Your goal: Make an exact copy of the entries below, with all images left out.

(Records for processing Opens)

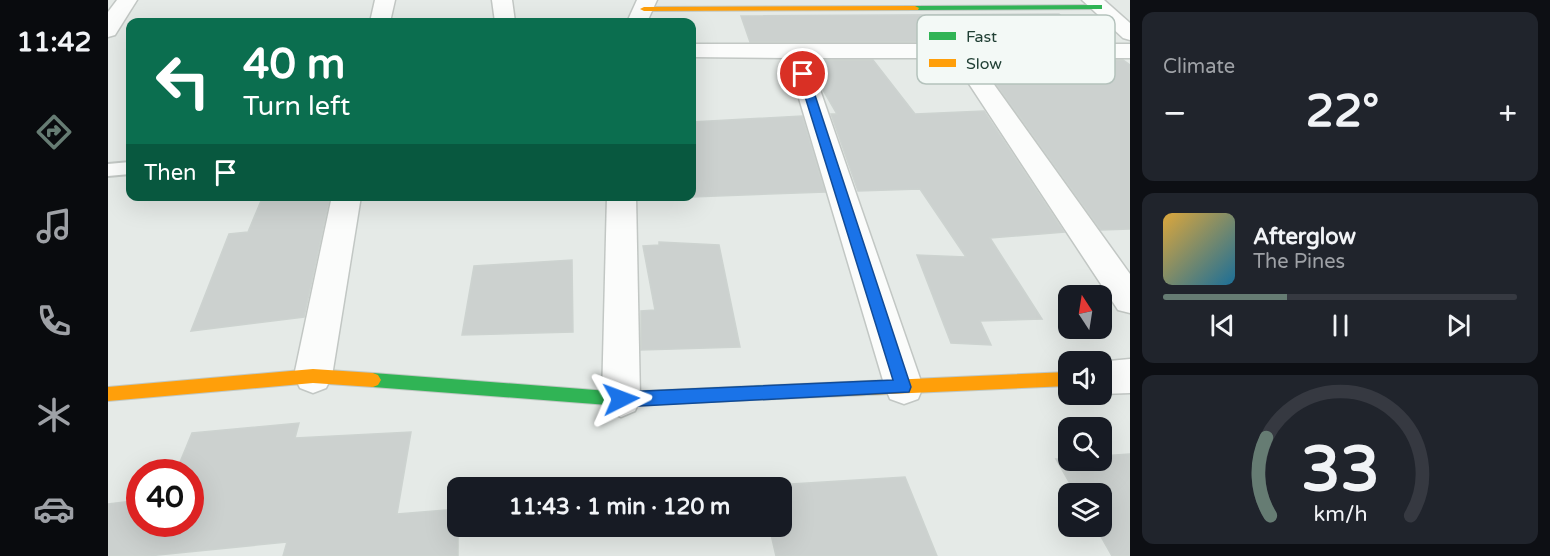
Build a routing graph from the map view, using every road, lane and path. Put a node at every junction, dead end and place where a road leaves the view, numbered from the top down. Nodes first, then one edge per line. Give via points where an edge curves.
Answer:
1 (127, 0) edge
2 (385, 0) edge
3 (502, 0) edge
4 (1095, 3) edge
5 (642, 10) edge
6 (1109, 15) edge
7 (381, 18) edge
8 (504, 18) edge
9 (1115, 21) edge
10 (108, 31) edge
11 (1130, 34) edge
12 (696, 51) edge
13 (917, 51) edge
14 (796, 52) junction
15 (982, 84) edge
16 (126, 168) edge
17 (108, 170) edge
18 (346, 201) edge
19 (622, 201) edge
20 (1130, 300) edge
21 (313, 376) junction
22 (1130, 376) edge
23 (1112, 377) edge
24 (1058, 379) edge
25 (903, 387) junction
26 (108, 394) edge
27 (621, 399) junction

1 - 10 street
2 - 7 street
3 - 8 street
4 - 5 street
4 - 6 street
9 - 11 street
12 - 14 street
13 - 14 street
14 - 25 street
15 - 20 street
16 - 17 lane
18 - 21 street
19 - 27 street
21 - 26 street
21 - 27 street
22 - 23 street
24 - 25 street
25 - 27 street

(Records for processing Closes)

Exercise response:
Build a routing graph from the map view, using every road, lane and path. Put a node at every junction, dead end and place where a road leaves the view, numbered from the top down. Nodes first, then one edge per line. Give via points where an edge curves.
Answer:
1 (127, 0) edge
2 (385, 0) edge
3 (502, 0) edge
4 (1095, 3) edge
5 (642, 10) edge
6 (1109, 15) edge
7 (381, 18) edge
8 (504, 18) edge
9 (1115, 21) edge
10 (108, 31) edge
11 (1130, 34) edge
12 (696, 51) edge
13 (917, 51) edge
14 (796, 52) junction
15 (982, 84) edge
16 (126, 168) edge
17 (108, 170) edge
18 (346, 201) edge
19 (622, 201) edge
20 (1130, 300) edge
21 (313, 376) junction
22 (1130, 376) edge
23 (1112, 377) edge
24 (1058, 379) edge
25 (903, 387) junction
26 (108, 394) edge
27 (621, 399) junction

1 - 10 street
2 - 7 street
3 - 8 street
4 - 5 street
4 - 6 street
9 - 11 street
12 - 14 street
13 - 14 street
14 - 25 street
15 - 20 street
16 - 17 lane
18 - 21 street
19 - 27 street
21 - 26 street
21 - 27 street
22 - 23 street
24 - 25 street
25 - 27 street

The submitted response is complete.